Find every line in the records that holds the string "John". Copy each one.

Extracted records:
━━━━━━━━━━━━━━━━━━━━

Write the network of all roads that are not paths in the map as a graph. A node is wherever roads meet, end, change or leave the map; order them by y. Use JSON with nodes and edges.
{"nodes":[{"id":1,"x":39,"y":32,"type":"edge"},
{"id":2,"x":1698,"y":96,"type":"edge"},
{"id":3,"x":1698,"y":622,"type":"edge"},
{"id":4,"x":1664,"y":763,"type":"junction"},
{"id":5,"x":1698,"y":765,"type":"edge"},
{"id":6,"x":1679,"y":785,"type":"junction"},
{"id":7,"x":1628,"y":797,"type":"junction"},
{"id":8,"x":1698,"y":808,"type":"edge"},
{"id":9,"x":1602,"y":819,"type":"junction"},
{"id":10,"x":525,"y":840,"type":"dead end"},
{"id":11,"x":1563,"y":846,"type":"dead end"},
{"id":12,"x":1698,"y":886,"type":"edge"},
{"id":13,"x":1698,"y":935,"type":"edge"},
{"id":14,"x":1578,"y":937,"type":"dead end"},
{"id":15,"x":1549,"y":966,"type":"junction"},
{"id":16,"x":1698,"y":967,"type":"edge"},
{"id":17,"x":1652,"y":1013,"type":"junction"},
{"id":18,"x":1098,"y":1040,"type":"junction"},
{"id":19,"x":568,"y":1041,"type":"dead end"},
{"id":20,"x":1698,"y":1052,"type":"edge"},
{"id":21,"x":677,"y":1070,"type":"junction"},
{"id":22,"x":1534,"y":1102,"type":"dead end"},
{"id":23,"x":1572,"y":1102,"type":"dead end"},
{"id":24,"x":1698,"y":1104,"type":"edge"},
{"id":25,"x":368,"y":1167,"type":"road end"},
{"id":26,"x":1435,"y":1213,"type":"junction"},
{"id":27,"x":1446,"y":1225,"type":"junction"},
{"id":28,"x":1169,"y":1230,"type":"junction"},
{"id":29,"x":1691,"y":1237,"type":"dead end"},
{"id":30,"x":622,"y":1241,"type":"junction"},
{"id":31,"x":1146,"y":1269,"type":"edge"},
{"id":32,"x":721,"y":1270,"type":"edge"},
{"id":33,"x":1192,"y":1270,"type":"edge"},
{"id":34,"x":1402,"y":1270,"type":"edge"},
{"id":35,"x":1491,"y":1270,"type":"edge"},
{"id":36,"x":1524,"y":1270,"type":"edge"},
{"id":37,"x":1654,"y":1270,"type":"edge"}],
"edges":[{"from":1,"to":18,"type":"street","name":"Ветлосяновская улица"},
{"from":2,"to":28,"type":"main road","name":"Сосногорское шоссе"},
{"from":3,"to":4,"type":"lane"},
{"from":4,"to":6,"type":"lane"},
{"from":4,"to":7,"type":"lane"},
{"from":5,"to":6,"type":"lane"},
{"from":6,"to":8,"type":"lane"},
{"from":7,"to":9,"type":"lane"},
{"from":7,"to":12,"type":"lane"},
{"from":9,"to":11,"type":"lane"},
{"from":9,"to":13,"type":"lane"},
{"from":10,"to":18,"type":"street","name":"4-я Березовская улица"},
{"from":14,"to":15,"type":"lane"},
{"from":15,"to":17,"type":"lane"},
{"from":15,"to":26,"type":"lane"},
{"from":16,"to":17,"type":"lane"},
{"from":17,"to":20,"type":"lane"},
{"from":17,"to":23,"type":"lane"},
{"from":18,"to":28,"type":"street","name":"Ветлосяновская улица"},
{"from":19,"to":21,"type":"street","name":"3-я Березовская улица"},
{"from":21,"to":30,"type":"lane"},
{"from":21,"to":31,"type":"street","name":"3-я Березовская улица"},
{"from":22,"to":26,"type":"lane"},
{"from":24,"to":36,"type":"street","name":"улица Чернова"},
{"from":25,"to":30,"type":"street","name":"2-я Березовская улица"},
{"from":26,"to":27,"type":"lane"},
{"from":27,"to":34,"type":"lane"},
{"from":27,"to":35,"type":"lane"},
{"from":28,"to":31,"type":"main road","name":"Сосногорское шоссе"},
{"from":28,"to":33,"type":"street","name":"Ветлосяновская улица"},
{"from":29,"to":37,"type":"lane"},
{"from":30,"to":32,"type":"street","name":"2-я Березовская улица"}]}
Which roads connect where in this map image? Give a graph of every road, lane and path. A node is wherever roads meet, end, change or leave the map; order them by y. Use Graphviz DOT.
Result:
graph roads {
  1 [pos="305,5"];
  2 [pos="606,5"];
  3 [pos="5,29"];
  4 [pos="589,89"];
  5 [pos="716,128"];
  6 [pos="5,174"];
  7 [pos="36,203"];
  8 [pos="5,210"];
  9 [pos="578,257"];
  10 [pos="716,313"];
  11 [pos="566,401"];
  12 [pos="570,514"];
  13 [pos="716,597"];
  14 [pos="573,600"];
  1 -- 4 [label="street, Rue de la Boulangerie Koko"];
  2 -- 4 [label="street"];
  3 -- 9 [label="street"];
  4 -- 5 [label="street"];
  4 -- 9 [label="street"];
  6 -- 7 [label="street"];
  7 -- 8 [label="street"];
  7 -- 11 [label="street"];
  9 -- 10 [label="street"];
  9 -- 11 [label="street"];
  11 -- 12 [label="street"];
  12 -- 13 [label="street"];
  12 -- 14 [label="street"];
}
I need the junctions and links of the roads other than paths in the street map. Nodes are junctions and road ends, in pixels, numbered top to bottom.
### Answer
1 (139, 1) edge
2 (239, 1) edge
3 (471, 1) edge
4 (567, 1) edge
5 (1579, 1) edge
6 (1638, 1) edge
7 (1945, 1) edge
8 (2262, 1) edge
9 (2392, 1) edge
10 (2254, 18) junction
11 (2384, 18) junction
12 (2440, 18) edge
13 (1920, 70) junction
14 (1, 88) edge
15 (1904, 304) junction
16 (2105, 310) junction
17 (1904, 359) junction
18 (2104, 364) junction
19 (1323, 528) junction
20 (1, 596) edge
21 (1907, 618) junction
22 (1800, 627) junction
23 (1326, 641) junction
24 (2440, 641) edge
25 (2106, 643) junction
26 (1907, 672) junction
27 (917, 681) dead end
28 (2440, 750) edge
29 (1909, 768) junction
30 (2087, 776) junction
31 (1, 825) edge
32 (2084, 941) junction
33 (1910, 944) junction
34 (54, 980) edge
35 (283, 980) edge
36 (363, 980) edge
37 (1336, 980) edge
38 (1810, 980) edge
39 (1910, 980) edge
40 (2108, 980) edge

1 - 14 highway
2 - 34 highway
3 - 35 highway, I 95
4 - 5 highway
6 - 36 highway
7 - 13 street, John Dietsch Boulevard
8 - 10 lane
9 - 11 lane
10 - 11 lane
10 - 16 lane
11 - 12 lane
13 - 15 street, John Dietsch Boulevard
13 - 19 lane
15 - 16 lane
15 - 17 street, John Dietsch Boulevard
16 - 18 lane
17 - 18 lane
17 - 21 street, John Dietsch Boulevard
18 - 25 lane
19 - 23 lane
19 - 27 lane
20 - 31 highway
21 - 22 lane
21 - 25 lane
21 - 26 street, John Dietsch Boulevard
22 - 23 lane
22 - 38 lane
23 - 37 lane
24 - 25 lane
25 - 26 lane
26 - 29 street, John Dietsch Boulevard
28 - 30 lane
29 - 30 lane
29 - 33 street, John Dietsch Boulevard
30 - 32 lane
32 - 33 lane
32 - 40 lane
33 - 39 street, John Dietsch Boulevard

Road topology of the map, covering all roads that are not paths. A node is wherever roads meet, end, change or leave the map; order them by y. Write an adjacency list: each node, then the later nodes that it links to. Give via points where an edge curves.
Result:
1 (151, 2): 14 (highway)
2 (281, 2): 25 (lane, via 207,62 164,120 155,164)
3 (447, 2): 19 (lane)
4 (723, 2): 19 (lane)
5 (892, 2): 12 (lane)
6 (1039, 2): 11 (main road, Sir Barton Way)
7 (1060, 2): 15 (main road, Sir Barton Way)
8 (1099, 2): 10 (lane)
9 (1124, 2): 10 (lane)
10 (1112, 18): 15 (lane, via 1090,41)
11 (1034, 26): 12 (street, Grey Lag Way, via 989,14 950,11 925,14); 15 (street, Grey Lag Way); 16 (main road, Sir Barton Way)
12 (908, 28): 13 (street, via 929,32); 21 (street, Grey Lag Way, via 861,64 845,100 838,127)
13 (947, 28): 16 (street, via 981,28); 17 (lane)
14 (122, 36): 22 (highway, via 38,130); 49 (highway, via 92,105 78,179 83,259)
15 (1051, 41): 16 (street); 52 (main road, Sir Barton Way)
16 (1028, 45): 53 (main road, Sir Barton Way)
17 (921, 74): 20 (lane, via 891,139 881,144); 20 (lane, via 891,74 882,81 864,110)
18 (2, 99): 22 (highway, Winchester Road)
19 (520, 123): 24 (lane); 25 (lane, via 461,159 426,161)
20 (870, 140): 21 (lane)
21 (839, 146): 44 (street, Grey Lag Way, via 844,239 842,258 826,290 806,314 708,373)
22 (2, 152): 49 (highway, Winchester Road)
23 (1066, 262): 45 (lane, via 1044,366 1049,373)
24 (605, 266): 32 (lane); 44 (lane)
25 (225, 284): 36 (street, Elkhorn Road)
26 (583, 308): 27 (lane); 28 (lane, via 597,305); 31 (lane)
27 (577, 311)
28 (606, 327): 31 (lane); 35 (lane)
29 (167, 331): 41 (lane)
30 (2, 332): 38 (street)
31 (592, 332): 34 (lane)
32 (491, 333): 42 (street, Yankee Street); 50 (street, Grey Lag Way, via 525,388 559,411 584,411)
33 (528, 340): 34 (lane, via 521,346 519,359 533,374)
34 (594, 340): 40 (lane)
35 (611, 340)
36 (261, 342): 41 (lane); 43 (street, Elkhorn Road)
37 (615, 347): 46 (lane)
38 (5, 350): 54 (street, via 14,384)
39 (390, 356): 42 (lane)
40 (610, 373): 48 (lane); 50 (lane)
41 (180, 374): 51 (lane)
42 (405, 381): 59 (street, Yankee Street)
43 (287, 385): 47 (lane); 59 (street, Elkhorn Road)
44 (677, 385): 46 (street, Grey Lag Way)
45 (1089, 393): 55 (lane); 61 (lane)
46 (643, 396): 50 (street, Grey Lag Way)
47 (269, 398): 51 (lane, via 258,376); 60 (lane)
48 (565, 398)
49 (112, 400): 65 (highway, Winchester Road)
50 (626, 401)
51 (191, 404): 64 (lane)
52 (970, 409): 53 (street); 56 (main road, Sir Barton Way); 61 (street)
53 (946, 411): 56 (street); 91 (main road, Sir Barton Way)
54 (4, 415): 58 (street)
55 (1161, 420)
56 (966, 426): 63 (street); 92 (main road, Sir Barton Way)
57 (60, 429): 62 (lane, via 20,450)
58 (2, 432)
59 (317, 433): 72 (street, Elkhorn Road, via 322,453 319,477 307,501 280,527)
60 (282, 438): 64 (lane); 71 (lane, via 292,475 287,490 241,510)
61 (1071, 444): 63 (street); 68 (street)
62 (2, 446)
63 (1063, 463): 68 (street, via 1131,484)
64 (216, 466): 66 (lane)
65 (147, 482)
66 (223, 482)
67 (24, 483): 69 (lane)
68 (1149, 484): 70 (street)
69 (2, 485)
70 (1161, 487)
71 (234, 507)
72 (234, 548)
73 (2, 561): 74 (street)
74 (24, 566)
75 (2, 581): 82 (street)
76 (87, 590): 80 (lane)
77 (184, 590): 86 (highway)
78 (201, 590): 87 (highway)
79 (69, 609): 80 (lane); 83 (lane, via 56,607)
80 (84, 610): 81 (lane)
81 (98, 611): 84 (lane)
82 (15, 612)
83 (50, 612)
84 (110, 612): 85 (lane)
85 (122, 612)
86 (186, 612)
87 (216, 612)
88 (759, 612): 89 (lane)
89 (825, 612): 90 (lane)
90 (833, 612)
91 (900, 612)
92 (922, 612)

━━━━━━━━━━━━━━━━━━━━

§ **Output below**:
7 - 13 street, John Dietsch Boulevard
13 - 15 street, John Dietsch Boulevard
15 - 17 street, John Dietsch Boulevard
17 - 21 street, John Dietsch Boulevard
21 - 26 street, John Dietsch Boulevard
26 - 29 street, John Dietsch Boulevard
29 - 33 street, John Dietsch Boulevard
33 - 39 street, John Dietsch Boulevard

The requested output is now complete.